Among the records, which lines include "Nuova"? List them.

──────── Exercise data ────────

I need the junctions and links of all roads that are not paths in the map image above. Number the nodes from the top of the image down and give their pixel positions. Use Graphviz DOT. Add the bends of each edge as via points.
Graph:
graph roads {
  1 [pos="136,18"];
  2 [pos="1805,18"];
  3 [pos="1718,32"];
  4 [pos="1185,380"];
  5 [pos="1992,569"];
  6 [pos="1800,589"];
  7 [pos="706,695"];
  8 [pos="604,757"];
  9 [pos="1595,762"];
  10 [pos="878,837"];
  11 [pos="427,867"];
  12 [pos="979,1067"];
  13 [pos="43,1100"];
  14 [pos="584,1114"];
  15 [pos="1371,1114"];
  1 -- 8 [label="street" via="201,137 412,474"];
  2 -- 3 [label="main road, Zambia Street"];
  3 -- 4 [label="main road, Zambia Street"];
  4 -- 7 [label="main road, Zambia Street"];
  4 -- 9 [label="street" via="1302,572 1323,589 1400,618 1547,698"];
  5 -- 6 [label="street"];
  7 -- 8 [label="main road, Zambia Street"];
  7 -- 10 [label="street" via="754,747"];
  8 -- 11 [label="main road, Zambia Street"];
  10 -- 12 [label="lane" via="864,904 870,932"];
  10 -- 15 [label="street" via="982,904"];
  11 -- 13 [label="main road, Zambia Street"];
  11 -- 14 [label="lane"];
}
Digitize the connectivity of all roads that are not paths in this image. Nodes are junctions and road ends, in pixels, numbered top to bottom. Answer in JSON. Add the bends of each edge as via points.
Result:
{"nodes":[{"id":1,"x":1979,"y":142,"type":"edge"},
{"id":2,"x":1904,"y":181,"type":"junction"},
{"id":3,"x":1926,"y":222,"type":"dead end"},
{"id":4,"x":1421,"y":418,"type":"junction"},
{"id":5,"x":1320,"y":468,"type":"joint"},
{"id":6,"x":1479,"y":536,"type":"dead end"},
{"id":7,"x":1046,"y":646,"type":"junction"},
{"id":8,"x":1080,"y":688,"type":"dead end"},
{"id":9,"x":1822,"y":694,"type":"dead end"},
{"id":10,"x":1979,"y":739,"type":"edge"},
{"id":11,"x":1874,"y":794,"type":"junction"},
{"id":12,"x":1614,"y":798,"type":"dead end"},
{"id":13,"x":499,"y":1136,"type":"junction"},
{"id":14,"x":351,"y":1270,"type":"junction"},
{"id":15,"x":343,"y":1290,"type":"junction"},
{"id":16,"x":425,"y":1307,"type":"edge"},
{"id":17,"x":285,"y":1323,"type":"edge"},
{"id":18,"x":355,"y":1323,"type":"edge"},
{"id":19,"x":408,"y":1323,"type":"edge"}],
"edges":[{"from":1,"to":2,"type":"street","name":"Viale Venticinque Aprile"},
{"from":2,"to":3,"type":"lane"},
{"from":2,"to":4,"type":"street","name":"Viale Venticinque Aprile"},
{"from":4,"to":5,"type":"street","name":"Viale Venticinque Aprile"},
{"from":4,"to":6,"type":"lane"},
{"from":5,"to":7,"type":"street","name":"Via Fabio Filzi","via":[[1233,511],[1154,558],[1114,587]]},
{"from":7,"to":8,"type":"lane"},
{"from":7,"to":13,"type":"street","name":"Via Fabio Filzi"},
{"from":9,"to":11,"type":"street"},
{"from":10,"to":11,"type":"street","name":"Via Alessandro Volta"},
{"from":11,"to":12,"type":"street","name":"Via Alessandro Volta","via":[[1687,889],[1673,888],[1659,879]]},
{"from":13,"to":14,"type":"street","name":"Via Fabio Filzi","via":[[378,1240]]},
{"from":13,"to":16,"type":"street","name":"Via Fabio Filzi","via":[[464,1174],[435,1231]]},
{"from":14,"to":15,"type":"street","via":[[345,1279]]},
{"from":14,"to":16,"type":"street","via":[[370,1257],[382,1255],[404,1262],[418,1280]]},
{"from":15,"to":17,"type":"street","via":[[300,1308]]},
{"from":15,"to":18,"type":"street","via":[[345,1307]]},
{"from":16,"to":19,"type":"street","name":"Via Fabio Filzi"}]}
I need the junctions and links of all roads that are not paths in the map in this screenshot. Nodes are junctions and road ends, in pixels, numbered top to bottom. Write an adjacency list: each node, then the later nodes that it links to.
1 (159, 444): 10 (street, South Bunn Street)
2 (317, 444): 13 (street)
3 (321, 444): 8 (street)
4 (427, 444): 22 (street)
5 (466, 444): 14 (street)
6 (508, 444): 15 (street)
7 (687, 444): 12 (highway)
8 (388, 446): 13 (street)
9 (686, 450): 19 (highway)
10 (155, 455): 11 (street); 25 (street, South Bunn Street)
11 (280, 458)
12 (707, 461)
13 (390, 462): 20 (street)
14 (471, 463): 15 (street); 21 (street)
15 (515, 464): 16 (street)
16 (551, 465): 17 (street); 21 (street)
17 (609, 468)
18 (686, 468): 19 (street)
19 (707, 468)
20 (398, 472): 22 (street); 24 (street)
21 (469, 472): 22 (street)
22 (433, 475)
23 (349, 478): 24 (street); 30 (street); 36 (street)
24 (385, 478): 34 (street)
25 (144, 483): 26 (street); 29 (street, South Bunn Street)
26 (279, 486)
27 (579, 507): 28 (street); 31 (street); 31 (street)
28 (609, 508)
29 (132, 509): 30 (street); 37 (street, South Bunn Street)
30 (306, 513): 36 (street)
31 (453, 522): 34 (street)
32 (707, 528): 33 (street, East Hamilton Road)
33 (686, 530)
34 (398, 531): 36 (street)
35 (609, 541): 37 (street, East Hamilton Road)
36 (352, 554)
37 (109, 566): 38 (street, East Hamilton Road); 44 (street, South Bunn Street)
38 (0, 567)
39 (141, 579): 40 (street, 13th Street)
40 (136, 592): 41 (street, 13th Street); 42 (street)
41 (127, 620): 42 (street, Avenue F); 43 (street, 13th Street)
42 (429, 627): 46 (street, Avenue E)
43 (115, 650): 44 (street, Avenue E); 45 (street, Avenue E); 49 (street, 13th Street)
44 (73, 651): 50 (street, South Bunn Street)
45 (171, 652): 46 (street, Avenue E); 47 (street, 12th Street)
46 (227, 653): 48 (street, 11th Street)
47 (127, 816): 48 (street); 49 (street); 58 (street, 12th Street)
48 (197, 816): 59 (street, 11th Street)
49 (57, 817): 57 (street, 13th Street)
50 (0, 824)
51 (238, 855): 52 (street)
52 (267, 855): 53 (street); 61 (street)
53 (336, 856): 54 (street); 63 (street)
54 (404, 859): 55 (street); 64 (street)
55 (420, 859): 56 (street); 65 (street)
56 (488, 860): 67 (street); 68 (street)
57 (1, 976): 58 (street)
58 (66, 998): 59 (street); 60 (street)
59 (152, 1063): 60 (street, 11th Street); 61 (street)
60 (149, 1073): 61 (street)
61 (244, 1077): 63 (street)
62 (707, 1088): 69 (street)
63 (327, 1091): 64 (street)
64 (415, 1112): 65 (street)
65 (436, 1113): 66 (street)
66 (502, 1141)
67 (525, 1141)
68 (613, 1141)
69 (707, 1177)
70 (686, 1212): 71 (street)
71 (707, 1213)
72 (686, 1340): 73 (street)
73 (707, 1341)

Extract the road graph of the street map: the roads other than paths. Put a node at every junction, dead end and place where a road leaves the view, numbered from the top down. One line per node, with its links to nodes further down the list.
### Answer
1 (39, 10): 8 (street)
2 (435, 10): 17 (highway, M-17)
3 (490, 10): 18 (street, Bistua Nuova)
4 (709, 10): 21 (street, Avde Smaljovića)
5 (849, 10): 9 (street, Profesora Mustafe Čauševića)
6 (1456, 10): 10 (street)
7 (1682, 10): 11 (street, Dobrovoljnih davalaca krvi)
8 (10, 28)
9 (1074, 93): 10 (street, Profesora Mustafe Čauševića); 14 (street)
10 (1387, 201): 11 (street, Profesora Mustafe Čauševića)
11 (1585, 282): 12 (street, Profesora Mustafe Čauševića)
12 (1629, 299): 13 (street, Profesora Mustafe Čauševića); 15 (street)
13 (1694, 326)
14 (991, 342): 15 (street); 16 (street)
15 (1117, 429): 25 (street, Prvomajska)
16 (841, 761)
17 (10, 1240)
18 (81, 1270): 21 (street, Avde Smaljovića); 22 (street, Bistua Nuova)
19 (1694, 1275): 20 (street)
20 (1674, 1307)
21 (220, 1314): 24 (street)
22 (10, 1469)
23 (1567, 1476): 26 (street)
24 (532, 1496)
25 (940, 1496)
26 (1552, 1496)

────────

▶ Final answer
3 (490, 10): 18 (street, Bistua Nuova)
18 (81, 1270): 21 (street, Avde Smaljovića); 22 (street, Bistua Nuova)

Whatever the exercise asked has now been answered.